Copy the records word for word, omitting all pictures.

• Collected data:
—————

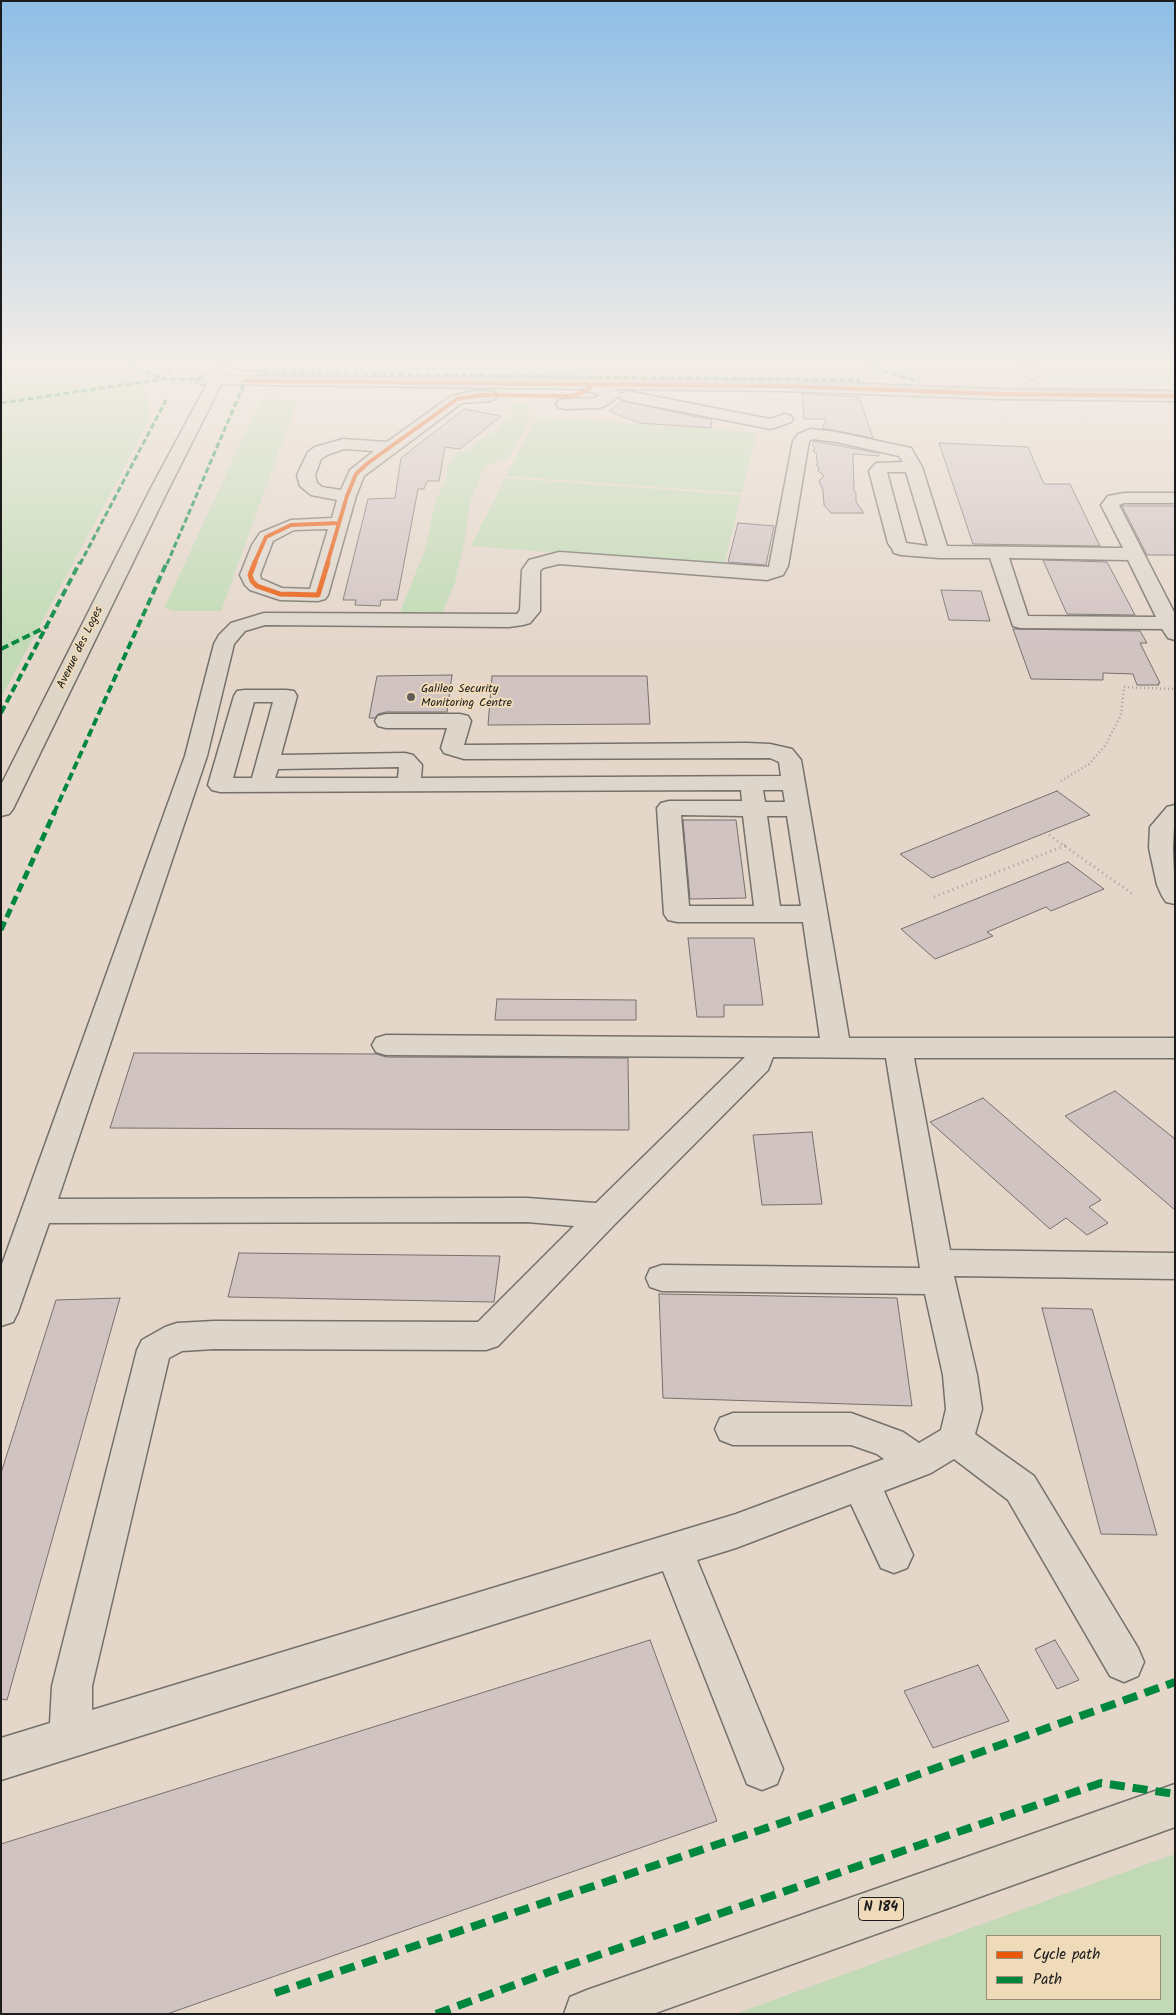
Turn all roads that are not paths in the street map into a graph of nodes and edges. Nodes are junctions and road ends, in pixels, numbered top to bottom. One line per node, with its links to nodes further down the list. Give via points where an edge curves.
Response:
1 (171, 459): 21 (main road, Avenue des Loges, via 160,488)
2 (313, 459): 7 (street, via 306,475 308,486 317,491)
3 (374, 459): 7 (street, via 356,474)
4 (798, 459): 33 (street, via 779,566 767,574 559,558 536,564 531,570 530,611 523,618 509,622 264,620 238,627 229,635 196,756)
5 (909, 459): 6 (street)
6 (914, 467): 10 (street); 10 (street, via 882,467 878,471 897,543 901,548)
7 (347, 496): 9 (street)
8 (1175, 498): 12 (street, via 1124,498 1114,500 1110,505)
9 (339, 523): 9 (street, via 318,595 280,594 252,581 250,575 266,537 291,525)
10 (939, 552): 11 (street)
11 (998, 552): 12 (street); 13 (street, via 1020,622)
12 (1134, 554): 13 (street)
13 (1173, 626)
14 (386, 721): 15 (street, via 460,721 452,748 464,752)
15 (747, 750): 17 (street); 18 (street, via 784,754 790,760)
16 (268, 762): 19 (street); 19 (street, via 286,696 245,696 220,785); 20 (street, via 406,760 411,765)
17 (751, 783): 18 (street); 20 (street); 22 (street)
18 (793, 783): 23 (street)
19 (262, 785): 20 (street)
20 (408, 785)
21 (1, 808)
22 (754, 808): 23 (street); 26 (street); 26 (street, via 670,808 677,914)
23 (796, 809): 27 (street)
24 (1175, 812): 25 (street, via 1162,827 1160,848)
25 (1175, 896)
26 (768, 914): 27 (street)
27 (814, 914): 30 (street)
28 (386, 1045): 29 (street)
29 (761, 1047): 30 (street); 34 (street, via 758,1063)
30 (836, 1048): 31 (street)
31 (898, 1048): 32 (street); 36 (street)
32 (1175, 1048)
33 (38, 1211): 34 (street, via 527,1210); 38 (street)
34 (603, 1216): 46 (street, via 486,1336 214,1335 177,1337 154,1350 72,1686)
35 (1175, 1266): 36 (street)
36 (938, 1272): 37 (street); 40 (street, via 964,1409)
37 (662, 1278)
38 (1, 1312)
39 (733, 1429): 41 (street, via 851,1429 890,1443)
40 (956, 1440): 41 (street); 45 (street, via 1021,1488)
41 (918, 1462): 42 (street)
42 (860, 1485): 43 (street, via 736,1531); 44 (street)
43 (674, 1550): 46 (street); 48 (street)
44 (894, 1555)
45 (1124, 1662)
46 (70, 1737): 47 (street)
47 (1, 1759)
48 (762, 1769)
49 (1175, 1804): 50 (main road, N 184)
50 (587, 2014)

—————

• WRITTEN SOLUTION:
Turn all roads that are not paths in the street map into a graph of nodes and edges. Nodes are junctions and road ends, in pixels, numbered top to bottom. One line per node, with its links to nodes further down the list. Give via points where an edge curves.
Response:
1 (171, 459): 21 (main road, Avenue des Loges, via 160,488)
2 (313, 459): 7 (street, via 306,475 308,486 317,491)
3 (374, 459): 7 (street, via 356,474)
4 (798, 459): 33 (street, via 779,566 767,574 559,558 536,564 531,570 530,611 523,618 509,622 264,620 238,627 229,635 196,756)
5 (909, 459): 6 (street)
6 (914, 467): 10 (street); 10 (street, via 882,467 878,471 897,543 901,548)
7 (347, 496): 9 (street)
8 (1175, 498): 12 (street, via 1124,498 1114,500 1110,505)
9 (339, 523): 9 (street, via 318,595 280,594 252,581 250,575 266,537 291,525)
10 (939, 552): 11 (street)
11 (998, 552): 12 (street); 13 (street, via 1020,622)
12 (1134, 554): 13 (street)
13 (1173, 626)
14 (386, 721): 15 (street, via 460,721 452,748 464,752)
15 (747, 750): 17 (street); 18 (street, via 784,754 790,760)
16 (268, 762): 19 (street); 19 (street, via 286,696 245,696 220,785); 20 (street, via 406,760 411,765)
17 (751, 783): 18 (street); 20 (street); 22 (street)
18 (793, 783): 23 (street)
19 (262, 785): 20 (street)
20 (408, 785)
21 (1, 808)
22 (754, 808): 23 (street); 26 (street); 26 (street, via 670,808 677,914)
23 (796, 809): 27 (street)
24 (1175, 812): 25 (street, via 1162,827 1160,848)
25 (1175, 896)
26 (768, 914): 27 (street)
27 (814, 914): 30 (street)
28 (386, 1045): 29 (street)
29 (761, 1047): 30 (street); 34 (street, via 758,1063)
30 (836, 1048): 31 (street)
31 (898, 1048): 32 (street); 36 (street)
32 (1175, 1048)
33 (38, 1211): 34 (street, via 527,1210); 38 (street)
34 (603, 1216): 46 (street, via 486,1336 214,1335 177,1337 154,1350 72,1686)
35 (1175, 1266): 36 (street)
36 (938, 1272): 37 (street); 40 (street, via 964,1409)
37 (662, 1278)
38 (1, 1312)
39 (733, 1429): 41 (street, via 851,1429 890,1443)
40 (956, 1440): 41 (street); 45 (street, via 1021,1488)
41 (918, 1462): 42 (street)
42 (860, 1485): 43 (street, via 736,1531); 44 (street)
43 (674, 1550): 46 (street); 48 (street)
44 (894, 1555)
45 (1124, 1662)
46 (70, 1737): 47 (street)
47 (1, 1759)
48 (762, 1769)
49 (1175, 1804): 50 (main road, N 184)
50 (587, 2014)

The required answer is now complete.